● **What the exercise asks**: In the data, extract each line that holds the string "живот".

● **Input records**:
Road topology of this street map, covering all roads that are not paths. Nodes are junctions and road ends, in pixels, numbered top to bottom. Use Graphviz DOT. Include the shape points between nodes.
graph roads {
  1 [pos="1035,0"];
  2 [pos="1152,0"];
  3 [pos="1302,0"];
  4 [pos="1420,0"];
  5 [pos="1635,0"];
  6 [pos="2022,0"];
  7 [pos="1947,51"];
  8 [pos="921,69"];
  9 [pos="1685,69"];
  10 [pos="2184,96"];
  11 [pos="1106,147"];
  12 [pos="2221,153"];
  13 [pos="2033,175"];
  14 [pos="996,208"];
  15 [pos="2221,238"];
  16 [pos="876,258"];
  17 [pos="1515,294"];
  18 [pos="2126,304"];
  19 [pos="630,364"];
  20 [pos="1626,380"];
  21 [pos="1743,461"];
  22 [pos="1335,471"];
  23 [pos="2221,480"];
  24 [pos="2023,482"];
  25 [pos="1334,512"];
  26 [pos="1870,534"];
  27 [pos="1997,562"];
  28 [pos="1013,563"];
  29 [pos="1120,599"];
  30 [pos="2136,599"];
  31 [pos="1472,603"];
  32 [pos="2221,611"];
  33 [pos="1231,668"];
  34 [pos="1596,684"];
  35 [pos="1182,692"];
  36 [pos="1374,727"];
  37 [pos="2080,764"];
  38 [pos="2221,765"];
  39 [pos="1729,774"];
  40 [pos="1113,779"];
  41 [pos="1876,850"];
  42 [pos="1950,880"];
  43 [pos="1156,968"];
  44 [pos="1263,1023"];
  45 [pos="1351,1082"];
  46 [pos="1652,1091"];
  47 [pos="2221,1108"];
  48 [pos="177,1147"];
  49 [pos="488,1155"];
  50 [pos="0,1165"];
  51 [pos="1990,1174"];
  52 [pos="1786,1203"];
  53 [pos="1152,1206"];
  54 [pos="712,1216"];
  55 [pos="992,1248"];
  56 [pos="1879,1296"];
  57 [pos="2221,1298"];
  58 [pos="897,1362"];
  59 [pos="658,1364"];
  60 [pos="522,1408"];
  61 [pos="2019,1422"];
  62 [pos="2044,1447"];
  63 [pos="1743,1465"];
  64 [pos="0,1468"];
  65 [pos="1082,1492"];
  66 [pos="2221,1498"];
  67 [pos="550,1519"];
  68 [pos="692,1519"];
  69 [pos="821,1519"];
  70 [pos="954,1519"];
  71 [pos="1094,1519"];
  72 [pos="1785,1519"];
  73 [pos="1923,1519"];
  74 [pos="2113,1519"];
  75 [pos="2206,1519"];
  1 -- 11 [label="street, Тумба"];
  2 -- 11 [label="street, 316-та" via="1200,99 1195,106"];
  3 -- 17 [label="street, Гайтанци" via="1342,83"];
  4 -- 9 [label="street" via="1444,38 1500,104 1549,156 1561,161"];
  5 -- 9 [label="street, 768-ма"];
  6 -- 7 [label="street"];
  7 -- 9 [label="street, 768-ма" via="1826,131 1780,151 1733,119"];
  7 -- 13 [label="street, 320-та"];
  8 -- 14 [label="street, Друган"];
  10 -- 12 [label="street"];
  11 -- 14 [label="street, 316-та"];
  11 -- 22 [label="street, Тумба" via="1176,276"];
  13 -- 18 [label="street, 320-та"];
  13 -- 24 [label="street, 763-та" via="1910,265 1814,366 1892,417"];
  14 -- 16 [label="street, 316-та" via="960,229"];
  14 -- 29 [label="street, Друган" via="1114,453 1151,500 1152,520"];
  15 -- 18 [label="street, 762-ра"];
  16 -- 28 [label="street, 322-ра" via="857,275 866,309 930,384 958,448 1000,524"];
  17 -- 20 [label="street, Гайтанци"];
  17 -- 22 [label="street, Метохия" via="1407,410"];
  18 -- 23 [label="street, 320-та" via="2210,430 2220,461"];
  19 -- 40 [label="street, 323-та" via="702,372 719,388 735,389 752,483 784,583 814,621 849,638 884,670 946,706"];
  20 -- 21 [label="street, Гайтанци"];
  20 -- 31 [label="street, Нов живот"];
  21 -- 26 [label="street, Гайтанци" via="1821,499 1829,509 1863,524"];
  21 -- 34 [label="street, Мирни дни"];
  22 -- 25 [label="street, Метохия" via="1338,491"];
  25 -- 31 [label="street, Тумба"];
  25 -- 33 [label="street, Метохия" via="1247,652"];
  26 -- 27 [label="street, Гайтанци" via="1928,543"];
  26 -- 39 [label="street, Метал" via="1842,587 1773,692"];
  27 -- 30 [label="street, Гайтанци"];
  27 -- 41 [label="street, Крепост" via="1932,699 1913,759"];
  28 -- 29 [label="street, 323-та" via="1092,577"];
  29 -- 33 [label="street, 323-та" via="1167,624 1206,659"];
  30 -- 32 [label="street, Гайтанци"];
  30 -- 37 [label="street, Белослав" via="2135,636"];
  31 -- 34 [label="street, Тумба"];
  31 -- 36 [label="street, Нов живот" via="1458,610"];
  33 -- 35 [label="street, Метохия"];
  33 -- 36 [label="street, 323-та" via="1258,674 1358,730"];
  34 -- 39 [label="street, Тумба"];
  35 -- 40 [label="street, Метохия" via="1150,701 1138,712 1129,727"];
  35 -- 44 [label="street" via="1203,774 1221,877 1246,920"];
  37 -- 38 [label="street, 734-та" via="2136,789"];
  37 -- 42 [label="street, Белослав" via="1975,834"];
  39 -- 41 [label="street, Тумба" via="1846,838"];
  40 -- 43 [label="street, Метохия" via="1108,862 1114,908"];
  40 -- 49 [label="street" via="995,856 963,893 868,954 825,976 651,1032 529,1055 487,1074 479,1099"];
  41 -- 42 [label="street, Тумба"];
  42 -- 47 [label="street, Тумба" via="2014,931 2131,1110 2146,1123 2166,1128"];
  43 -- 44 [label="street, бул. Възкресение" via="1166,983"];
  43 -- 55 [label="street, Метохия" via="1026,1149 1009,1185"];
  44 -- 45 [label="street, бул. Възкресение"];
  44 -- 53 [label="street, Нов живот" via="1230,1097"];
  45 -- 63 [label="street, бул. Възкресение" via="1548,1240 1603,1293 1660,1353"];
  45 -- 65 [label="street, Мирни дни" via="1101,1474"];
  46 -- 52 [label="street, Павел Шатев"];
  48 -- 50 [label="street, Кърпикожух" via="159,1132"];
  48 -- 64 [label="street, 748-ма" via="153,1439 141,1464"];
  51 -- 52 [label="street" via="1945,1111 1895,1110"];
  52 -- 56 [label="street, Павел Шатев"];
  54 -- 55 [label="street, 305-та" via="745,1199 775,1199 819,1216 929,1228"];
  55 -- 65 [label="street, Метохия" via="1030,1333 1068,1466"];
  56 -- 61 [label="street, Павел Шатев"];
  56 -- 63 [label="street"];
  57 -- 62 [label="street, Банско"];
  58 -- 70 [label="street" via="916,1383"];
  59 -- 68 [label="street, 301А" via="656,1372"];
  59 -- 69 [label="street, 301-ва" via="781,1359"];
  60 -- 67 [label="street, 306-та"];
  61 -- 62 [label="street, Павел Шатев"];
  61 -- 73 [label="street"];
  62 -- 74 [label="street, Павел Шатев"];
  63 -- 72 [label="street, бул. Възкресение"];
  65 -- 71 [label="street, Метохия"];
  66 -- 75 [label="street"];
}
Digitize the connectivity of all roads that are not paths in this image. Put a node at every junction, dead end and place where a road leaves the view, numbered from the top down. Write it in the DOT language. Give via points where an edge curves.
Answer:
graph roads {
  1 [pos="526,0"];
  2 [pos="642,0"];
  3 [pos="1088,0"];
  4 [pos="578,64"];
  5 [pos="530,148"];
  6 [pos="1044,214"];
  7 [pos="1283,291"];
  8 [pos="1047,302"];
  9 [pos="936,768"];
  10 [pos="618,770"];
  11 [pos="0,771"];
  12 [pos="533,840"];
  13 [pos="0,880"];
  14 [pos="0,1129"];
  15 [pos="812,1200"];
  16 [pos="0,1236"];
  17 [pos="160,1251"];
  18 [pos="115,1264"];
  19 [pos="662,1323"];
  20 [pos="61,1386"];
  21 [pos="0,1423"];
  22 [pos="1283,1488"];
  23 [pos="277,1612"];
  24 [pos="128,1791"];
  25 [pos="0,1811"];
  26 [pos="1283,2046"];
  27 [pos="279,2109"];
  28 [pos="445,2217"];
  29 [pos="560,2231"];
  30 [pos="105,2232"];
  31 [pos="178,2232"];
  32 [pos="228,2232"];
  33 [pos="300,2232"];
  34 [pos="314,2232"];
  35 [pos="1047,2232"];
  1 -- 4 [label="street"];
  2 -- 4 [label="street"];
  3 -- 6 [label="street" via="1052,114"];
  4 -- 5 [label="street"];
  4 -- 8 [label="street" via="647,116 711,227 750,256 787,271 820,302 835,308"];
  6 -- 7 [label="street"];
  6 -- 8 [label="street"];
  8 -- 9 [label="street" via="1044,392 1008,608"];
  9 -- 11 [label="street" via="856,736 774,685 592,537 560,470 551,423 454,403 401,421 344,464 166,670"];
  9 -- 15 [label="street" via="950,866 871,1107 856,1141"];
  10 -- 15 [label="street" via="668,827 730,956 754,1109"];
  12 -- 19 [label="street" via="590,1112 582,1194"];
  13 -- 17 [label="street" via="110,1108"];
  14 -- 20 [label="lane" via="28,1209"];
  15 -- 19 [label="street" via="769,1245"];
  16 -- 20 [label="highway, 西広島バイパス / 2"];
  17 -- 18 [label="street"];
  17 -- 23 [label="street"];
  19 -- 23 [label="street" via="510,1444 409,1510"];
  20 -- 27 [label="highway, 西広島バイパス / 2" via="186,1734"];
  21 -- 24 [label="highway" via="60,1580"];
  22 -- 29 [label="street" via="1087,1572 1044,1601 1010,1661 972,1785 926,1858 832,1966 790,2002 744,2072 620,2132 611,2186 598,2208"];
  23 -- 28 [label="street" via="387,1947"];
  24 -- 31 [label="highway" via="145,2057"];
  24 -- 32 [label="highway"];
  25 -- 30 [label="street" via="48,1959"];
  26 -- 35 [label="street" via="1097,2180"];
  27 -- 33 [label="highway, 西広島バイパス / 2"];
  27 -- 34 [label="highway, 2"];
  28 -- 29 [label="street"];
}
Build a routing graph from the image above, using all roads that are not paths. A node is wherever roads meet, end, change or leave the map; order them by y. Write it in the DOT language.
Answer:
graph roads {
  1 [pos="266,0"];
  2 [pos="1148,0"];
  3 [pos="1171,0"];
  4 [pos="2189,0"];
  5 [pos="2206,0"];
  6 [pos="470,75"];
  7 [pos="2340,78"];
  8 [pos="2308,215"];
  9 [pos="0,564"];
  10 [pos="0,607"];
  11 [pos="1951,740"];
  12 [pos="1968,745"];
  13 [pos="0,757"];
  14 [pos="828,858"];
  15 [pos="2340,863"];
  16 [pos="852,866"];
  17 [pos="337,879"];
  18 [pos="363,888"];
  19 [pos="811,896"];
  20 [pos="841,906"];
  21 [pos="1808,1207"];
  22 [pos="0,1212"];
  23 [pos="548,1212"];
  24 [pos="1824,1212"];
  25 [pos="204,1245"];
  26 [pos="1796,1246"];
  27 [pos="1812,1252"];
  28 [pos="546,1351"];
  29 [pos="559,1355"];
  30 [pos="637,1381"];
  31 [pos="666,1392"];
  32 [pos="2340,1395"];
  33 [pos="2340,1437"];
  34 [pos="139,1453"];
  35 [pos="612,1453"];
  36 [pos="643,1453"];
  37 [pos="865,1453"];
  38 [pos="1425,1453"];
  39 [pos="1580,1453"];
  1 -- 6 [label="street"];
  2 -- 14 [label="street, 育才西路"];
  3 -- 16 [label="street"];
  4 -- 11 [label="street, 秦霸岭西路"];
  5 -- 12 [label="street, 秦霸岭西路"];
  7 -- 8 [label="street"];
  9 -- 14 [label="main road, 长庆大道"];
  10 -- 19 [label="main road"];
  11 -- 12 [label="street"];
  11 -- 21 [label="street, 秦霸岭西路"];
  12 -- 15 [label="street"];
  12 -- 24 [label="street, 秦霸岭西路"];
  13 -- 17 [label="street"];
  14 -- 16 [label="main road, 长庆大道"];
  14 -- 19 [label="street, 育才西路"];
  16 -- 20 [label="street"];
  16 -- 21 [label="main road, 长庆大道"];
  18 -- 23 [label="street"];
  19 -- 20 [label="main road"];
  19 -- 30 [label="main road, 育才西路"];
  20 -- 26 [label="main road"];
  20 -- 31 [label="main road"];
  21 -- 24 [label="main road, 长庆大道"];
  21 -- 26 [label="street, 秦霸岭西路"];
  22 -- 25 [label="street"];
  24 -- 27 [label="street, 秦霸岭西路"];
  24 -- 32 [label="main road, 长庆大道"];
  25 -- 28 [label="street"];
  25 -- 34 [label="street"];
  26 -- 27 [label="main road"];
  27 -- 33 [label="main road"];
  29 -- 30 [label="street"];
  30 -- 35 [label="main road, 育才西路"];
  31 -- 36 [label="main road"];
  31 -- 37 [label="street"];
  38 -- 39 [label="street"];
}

● **Response area**:
  20 -- 31 [label="street, Нов живот"];
  31 -- 36 [label="street, Нов живот" via="1458,610"];
  44 -- 53 [label="street, Нов живот" via="1230,1097"];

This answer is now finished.